* _YOUR OBJECTIVE_
Using the records below, count the lines with "dead" in them. Give the number only.

* _DATASET RECORDS_
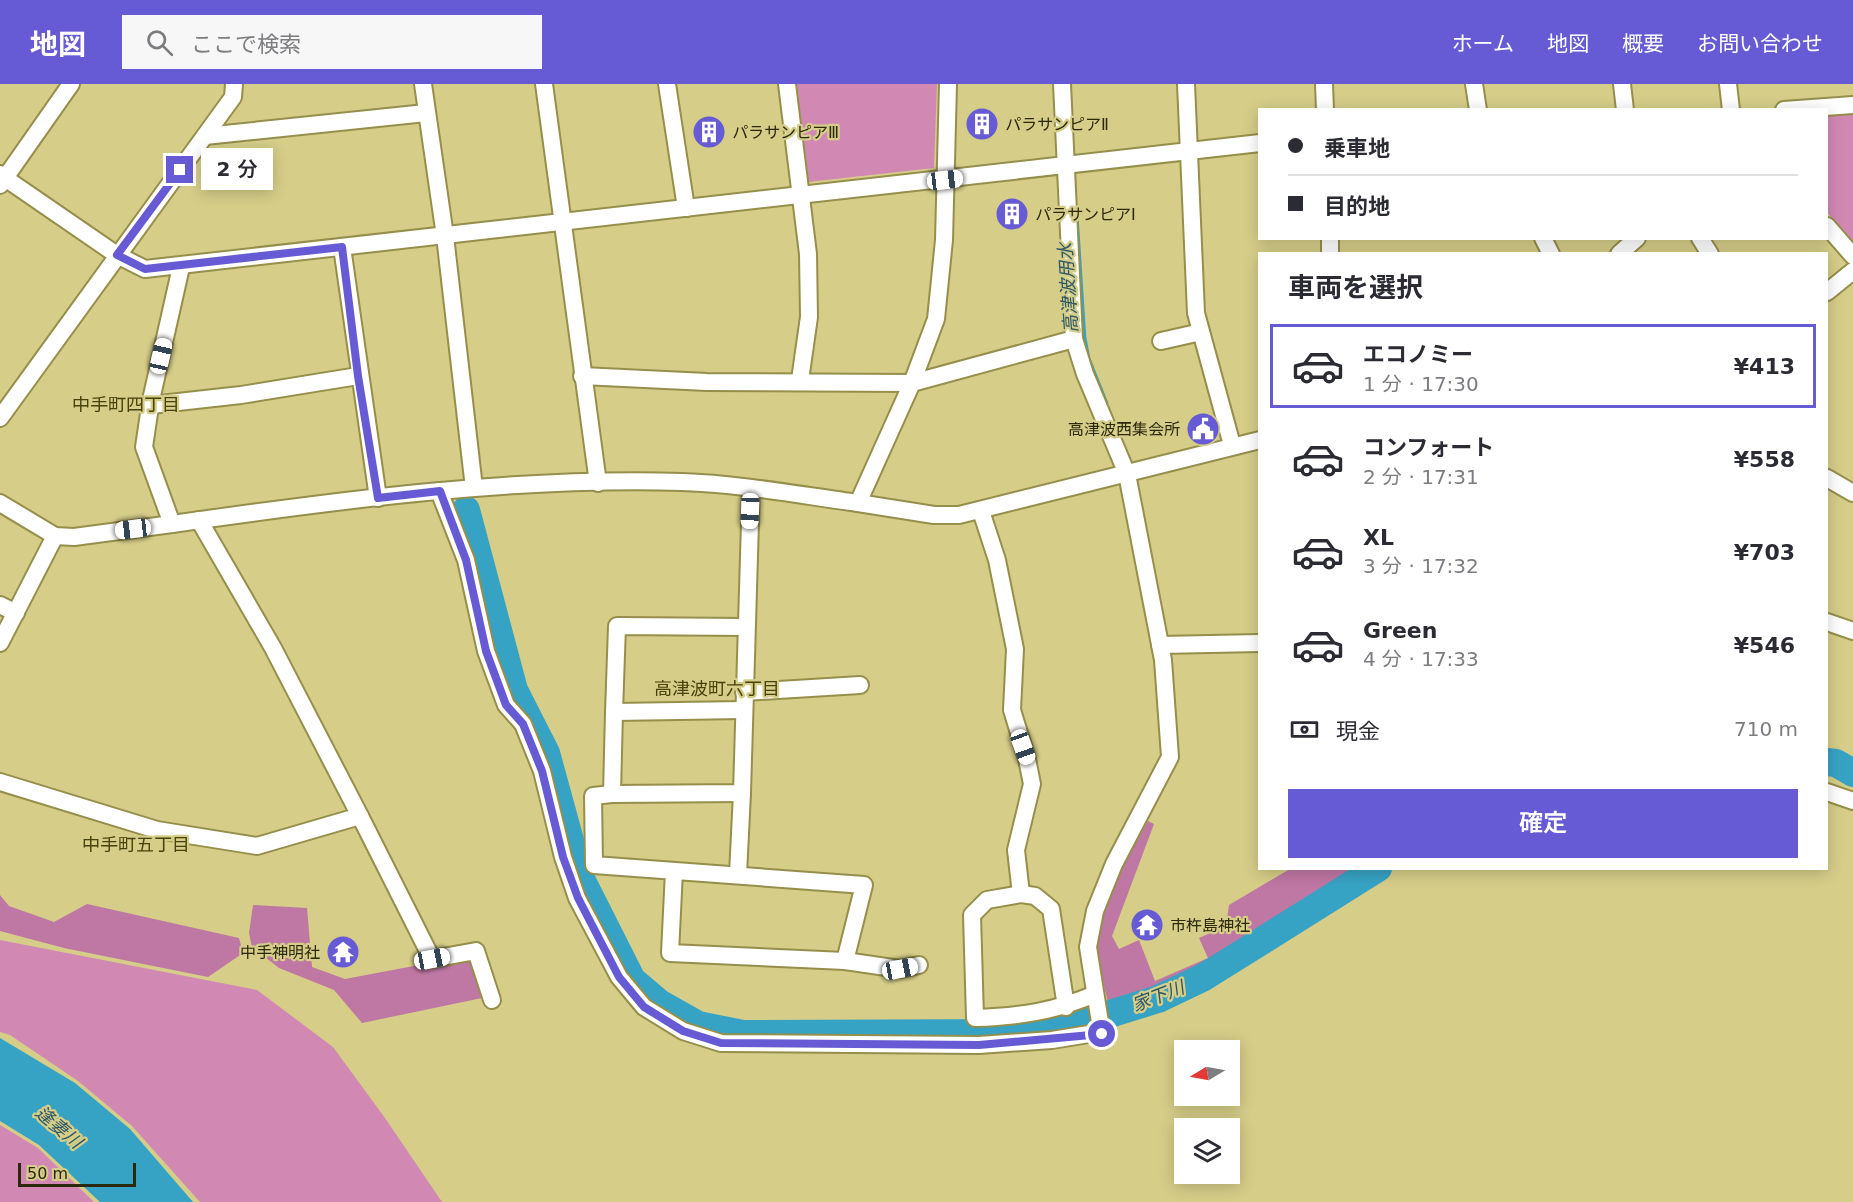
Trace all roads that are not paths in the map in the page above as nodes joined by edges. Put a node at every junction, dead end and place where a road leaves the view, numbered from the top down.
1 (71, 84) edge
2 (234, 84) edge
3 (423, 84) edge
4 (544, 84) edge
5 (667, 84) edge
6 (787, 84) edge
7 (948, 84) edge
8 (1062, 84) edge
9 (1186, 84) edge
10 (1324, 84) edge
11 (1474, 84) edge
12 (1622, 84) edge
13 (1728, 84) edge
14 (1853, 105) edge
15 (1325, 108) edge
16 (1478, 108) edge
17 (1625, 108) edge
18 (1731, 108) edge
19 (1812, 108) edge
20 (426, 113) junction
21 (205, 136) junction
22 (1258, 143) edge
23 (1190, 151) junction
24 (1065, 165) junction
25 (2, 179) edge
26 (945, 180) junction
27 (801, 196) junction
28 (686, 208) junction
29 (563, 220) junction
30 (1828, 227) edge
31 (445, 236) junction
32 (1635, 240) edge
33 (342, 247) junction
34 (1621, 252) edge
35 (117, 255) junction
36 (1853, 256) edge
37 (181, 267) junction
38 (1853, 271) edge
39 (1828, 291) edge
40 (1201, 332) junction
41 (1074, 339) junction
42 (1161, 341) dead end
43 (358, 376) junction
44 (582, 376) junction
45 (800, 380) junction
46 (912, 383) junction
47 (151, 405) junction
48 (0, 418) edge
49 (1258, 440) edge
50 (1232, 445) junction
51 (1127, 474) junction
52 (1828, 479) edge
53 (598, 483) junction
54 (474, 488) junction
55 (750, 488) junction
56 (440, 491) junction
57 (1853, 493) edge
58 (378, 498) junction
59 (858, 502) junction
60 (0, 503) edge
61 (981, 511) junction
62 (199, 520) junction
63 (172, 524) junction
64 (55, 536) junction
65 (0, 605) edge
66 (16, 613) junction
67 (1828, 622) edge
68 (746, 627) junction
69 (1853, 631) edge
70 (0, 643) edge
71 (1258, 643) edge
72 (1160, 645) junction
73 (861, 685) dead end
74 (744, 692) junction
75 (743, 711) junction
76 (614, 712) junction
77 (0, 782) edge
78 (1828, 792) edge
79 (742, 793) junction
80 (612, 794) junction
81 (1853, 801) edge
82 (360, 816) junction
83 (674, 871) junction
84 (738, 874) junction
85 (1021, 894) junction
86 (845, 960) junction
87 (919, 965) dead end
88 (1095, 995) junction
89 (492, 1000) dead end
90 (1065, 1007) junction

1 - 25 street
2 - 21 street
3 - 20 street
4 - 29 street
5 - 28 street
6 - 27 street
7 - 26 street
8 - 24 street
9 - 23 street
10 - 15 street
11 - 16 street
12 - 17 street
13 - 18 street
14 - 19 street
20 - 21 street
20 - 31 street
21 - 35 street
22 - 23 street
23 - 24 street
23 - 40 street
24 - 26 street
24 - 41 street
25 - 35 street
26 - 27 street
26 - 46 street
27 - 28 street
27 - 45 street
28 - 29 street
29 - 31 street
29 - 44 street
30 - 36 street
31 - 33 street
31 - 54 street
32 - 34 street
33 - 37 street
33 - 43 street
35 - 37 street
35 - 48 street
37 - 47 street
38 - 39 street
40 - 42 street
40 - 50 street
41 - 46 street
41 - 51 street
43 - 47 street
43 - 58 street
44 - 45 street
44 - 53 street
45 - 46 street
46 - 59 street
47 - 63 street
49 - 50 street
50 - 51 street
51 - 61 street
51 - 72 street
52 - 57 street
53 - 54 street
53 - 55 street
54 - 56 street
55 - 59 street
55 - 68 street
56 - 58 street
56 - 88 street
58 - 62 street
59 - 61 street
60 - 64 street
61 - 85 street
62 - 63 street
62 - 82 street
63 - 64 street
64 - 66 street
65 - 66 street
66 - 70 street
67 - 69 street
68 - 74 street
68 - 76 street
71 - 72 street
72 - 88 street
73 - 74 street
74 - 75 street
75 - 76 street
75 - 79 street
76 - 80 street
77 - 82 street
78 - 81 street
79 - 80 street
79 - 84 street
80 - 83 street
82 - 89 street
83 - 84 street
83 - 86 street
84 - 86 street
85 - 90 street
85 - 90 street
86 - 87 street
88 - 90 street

* _SOLUTION TO THE EXERCISE_
5